Mais voyons maintenant ce qu’il risque d’advenir. Pour cela on ne prendra qu’un seul exemple, celui de la croissance démographique prévue en Afrique subsaharienne. Cette partie du continent (moins l’Afrique australe) pourrait voir sa population croître de près de 3 milliards d’individus d’ici à la fin du siècle, cette augmentation à elle seule, soit dit en passant, représentant la population totale de la planète en 1960… Eh bien, si les émissions de CO2 individuelles atteignent le niveau de ce que l’on nomme les « gaz à effet de serre vitaux », c’est-à-dire 1,3 tonne par an, le total des émissions de cette zone sera alors supérieur aux émissions actuelles des USA. Dit sous une autre forme, si les américains revenaient à l’âge de pierre, ça ne servirait à rien puisque cela serait compensé par la seule augmentation de la population africaine et ce à émissions minimales.

9. Existe-t-il une relation entre la croissance démographique et l’effondrement de la biodiversité ?

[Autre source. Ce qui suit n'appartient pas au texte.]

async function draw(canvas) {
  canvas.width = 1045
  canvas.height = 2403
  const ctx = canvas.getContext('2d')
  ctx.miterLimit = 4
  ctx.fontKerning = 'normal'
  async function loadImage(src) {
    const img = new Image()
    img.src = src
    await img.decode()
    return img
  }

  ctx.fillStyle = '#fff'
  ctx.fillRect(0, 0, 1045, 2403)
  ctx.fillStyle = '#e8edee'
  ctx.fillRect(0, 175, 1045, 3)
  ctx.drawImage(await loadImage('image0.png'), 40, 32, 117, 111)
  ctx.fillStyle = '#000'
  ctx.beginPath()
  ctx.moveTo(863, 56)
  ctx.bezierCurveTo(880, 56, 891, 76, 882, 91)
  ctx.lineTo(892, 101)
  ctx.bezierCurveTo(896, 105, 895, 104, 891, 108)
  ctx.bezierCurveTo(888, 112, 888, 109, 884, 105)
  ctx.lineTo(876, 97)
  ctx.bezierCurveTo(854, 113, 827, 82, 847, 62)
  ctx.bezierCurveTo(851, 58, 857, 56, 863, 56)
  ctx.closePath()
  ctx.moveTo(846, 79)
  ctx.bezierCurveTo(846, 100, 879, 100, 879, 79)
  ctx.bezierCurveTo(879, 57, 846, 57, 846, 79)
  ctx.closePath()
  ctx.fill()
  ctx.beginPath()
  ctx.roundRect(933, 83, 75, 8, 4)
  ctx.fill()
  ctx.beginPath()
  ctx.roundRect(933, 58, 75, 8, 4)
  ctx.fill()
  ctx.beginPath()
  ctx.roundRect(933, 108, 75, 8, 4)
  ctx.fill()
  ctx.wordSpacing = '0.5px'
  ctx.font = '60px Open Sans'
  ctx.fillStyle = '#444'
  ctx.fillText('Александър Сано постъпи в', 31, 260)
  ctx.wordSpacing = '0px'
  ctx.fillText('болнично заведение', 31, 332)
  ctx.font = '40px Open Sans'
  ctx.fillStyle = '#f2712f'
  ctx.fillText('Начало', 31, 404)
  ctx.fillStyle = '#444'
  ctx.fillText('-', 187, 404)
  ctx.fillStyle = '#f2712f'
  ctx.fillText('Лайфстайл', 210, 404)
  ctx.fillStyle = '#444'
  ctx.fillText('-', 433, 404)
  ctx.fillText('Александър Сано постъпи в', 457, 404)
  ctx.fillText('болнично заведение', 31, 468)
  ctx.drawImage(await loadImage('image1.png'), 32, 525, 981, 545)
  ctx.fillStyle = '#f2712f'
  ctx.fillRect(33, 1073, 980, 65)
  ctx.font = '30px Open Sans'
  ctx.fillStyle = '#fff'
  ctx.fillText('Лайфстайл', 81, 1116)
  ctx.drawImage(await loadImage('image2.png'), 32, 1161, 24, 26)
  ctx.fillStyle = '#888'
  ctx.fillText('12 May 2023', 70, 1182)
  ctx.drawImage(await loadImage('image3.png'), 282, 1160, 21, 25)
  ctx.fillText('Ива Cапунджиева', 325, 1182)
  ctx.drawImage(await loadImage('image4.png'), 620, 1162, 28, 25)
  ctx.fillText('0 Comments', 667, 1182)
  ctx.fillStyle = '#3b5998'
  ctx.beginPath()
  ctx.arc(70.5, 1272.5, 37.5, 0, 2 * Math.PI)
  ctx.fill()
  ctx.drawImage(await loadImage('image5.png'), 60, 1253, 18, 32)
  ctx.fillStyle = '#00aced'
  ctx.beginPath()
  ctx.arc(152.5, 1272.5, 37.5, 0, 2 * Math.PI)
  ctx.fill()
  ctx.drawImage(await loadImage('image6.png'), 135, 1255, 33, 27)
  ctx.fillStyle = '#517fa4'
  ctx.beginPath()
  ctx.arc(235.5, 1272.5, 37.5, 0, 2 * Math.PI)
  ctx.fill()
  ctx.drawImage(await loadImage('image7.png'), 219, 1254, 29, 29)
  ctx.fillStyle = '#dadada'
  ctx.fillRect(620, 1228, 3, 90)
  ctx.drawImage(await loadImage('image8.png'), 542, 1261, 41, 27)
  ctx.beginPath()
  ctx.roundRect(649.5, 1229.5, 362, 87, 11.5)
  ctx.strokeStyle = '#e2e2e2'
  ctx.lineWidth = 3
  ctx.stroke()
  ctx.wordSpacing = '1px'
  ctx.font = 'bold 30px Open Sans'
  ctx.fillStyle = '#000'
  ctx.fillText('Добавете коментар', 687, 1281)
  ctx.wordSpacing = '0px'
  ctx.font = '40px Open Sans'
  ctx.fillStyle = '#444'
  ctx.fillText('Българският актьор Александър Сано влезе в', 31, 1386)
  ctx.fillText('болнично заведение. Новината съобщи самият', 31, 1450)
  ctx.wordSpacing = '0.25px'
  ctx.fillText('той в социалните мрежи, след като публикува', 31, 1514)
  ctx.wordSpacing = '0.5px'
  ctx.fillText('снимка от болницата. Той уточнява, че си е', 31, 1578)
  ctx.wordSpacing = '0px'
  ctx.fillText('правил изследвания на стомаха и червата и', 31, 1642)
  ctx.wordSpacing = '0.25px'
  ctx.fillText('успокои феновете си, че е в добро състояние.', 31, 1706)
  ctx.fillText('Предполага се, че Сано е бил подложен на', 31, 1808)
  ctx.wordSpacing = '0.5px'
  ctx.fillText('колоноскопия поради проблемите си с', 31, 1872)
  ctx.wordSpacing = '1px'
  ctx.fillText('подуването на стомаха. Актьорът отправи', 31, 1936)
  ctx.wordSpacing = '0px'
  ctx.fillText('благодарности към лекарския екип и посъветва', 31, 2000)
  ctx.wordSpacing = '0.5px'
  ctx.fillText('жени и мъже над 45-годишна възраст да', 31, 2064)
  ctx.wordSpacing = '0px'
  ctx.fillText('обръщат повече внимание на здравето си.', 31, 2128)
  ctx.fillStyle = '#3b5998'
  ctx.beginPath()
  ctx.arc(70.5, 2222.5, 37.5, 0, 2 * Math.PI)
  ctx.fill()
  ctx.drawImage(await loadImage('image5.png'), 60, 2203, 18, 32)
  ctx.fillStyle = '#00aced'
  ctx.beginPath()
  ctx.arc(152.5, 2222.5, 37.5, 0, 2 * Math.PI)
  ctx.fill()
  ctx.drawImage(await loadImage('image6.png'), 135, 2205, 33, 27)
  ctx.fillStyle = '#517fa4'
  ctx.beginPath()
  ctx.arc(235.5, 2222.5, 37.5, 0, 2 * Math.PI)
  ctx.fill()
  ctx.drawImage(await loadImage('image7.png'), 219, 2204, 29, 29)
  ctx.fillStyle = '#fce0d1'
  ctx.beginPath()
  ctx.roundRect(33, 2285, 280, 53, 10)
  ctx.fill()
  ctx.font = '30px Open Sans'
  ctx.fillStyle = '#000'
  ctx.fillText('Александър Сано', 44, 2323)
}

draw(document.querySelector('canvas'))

Comment pourrait-il en être autrement ?

L’occupation des espaces autrefois naturels par l’Homme conduit inévitablement à l’expulsion d’une grande faune sauvage de ces mêmes espaces. Quel que soit son niveau et son mode de consommation, l’Homme ne peut complètement vivre au milieu des espèces sauvages, en particulier de la grande faune et des prédateurs (on connaît en France les problèmes insolubles que pose la cohabitation avec le loup, un prédateur pourtant relativement modeste et bien peu dangereux pour l’Homme). Inévitablement, nous devons partager les territoires et pour cela, la consommation n’est pas le premier facteur en cause. D’ailleurs, un pays pourtant très riche comme le Canada (voir point 1) possède encore une grande faune du seul fait de sa faible densité démographique. De même, les forêts ne pourront être protégées sérieusement dans un monde surpeuplé.

 

La disparition aujourd’hui de la mégafaune africaine est grandement la conséquence de l’explosion démographique du continent. De la même manière d’ailleurs que c’est pour une large part à sa faible densité que l’Afrique doit d’avoir longtemps pu garder sur ses territoires des espèces autrefois répandues dans le monde entier, éléphants et lions par exemple, dans leurs différentes variantes continentales.

Questions d’ordre économique

10. Qui payera nos retraites si nous faisons moins d’enfants ?

Les retraites sont essentiellement financées par prélèvement sur les revenus des personnes travaillant effectivement. Or depuis 40 ans, une proportion croissante de la population active (c’est-à-dire les personnes travaillant ou cherchant un emploi) est au chômage, il ne manque donc pas de gens susceptibles de travailler pour cotiser, il manque des emplois, le problème est durable et il ne relève pas d’un manque démographique. Il est étonnant qu’on veuille le solutionner en augmentant la population disponible alors qu’elle est déjà là.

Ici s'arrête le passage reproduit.